In what may be the first decision that the Supreme Court’s presumed 6-3 conservative-liberal division actually lined up since President Trump made three appointments during his term, the justices have ruled to strike down a California law requiring private corporations to allow union officials to use their property for the labor organizations’ purposes of organizing and recruiting.
Chief Justice John Roberts wrote the majority opinion, which was joined by Clarence Thomas, Samuel Alito, Neil Gorsuch, Brett Kavanaugh and Amy Barrett, while the leftists of Stephen Breyer, Elena Kagan and Sonia Sotomayor would have affirmed the taking of private property.
“A California regulation grants labor organizations a ‘right to take access’ to an agricultural employer’s property in order to solicit support for unionization. Agricultural employers must allow union organizers onto their property for up to three hours per day, 120 days per year. The question presented is whether the access regulation constitutes a per se physical taking under the Fifth and Fourteenth Amendments,” Robert wrote.
The majority said yes. The six justices ordered the case returned to the lower courts for a result consistent with their ruling.
It was Cedar Point Nursery and Fowler Packing Company in Fresno that were targeted by union officials.
The case started in 2015 when “at five o’clock one morning, members of the United Farm Workers entered Cedar Point’s property without prior notice. The organizers moved to the nursery’s trim shed, where hundreds of workers were preparing strawberry plants. Calling through bullhorns, the organizers disturbed operations, causing some workers to join the organizers in a protest and others to leave the worksite altogether. Cedar Point filed a charge against the union for taking access without giving notice. The union responded with a charge of its own, alleging that Cedar Point had committed an unfair labor practice,” Roberts wrote.
At Fowler, company officials blocked the union’s attempt to use its property.
But the majority found: “The Takings Clause of the Fifth Amendment, applicable to the states through the Fourteenth Amendment, provides: ‘[N]or shall private property be taken for public use, without just compensation.’
“When the government physically acquires private property for a public use, the Takings Clause imposes a clear and categorical obligation to provide the owner with just compensation … The same is true when the government physically takes possession of property without acquiring title to it.”
The opinion continued, “And the government likewise effects a physical taking when it occupies property – say, by recurring flooding as a result of building a dam.”
The majority ruled, “These sorts of physical appropriations constitute the ‘clearest sort of taking,’ … and we assess them using a simple, per se rule: The government must pay for what it takes.”
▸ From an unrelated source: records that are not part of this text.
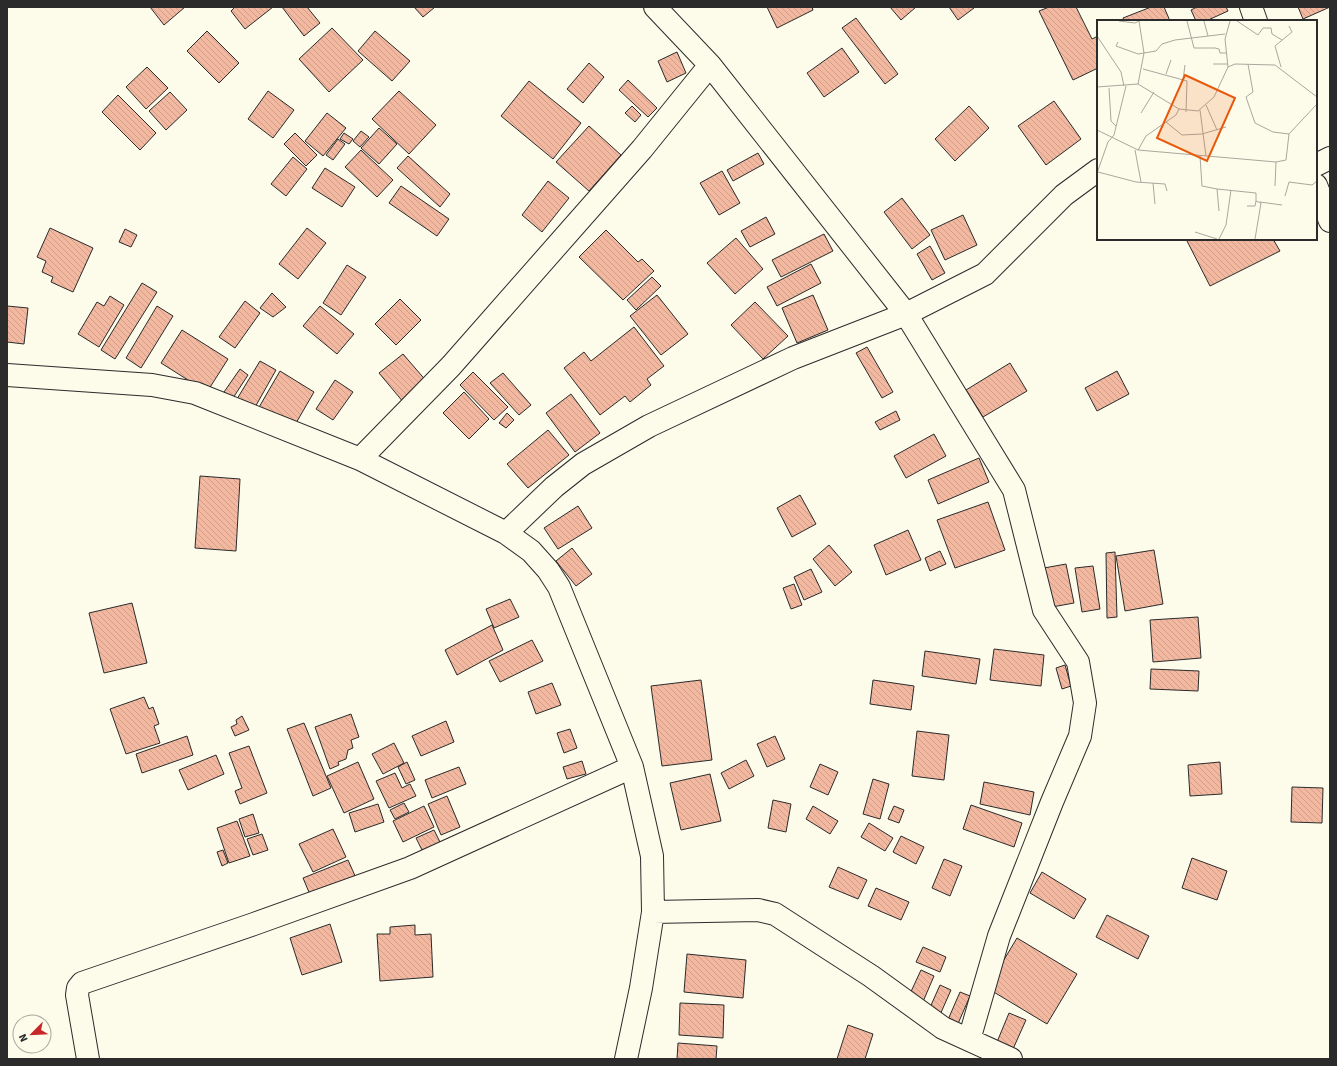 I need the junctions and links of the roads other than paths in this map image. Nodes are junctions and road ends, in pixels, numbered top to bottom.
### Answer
1 (655, 7) edge
2 (1251, 7) edge
3 (1256, 20) edge
4 (710, 65) junction
5 (1330, 158) edge
6 (1317, 164) edge
7 (1097, 171) edge
8 (1317, 188) edge
9 (1330, 221) edge
10 (906, 314) junction
11 (7, 375) edge
12 (360, 459) junction
13 (506, 533) junction
14 (632, 767) junction
15 (653, 912) junction
16 (969, 1040) junction
17 (88, 1059) edge
18 (626, 1059) edge
19 (1011, 1059) edge

1 - 4 street
2 - 3 street
4 - 10 street
4 - 12 street
5 - 6 street
7 - 10 street
8 - 9 street
10 - 13 street
10 - 16 street
11 - 12 street
12 - 13 street
13 - 14 street
14 - 15 street
14 - 17 street
15 - 16 street
15 - 18 street
16 - 19 street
When the government imposes a rule that restricts an owner’s ability to use his own property it’s a different standard, the opinion said, and that is what the court already found in previous cases that “while property may be regulated to a certain extent, if regulation goes too far it will be recognized as a taking.”
Roberts wrote, “Government action that physically appropriates property is no less a physical taking because it arises from a regulation.”
In this case, “The access regulation appropriates a right to invade the growers’ property and therefore constitutes a per se physical taking. The regulation grants union organizers a right to physically enter and occupy the growers’ land for three hours per day, 120 days per year. Rather than restraining the growers’ use of their own property, the regulation appropriates for the enjoyment of third parties the owners’ right to exclude.”
The Pacific Legal Foundation fought the case for the landowners, and senior attorney Joshua Thompson said, “Today’s ruling is a huge victory for property rights. Today’s decision affirms that one of the most fundamental aspects of property is the right to decide who can and can’t access your property.”
Cedar Point President Mike Fahner said, “We’re very happy with the court’s ruling today, and we’re excited to keep running our businesses without unlawful interference.”
The foundation explained the California provision was a “hold-over from the days when farm workers had little access to media or other means of communications and often lived on their employers’ property during busy times of the season.”
They needed, it was thought then, to have access to information about how they could obtain the best wages and conditions possible.
However, currently seasonal workers stay at nearby hotels and “most workers have access to hundreds of Spanish-speaking radio stations and other media outlets, cell phones and smartphones, and the internet.”
The two companies produce fruit for millions of Americans and together employ some 3,000 workers.
The liberals on the court contended that it was only a “temporary” property taking, and that the majority is “wrong.”
“It does not take from the owners a right to invade (whatever that might mean). It does not give the union organizations the right to exclude anyone. It does not give the government the right to exclude anyone. … It gives union organizers the right temporarily to invade a portion of the property owners’ land.”
They did suggest, in their dissent, that California “should have the choice of … providing compensation.”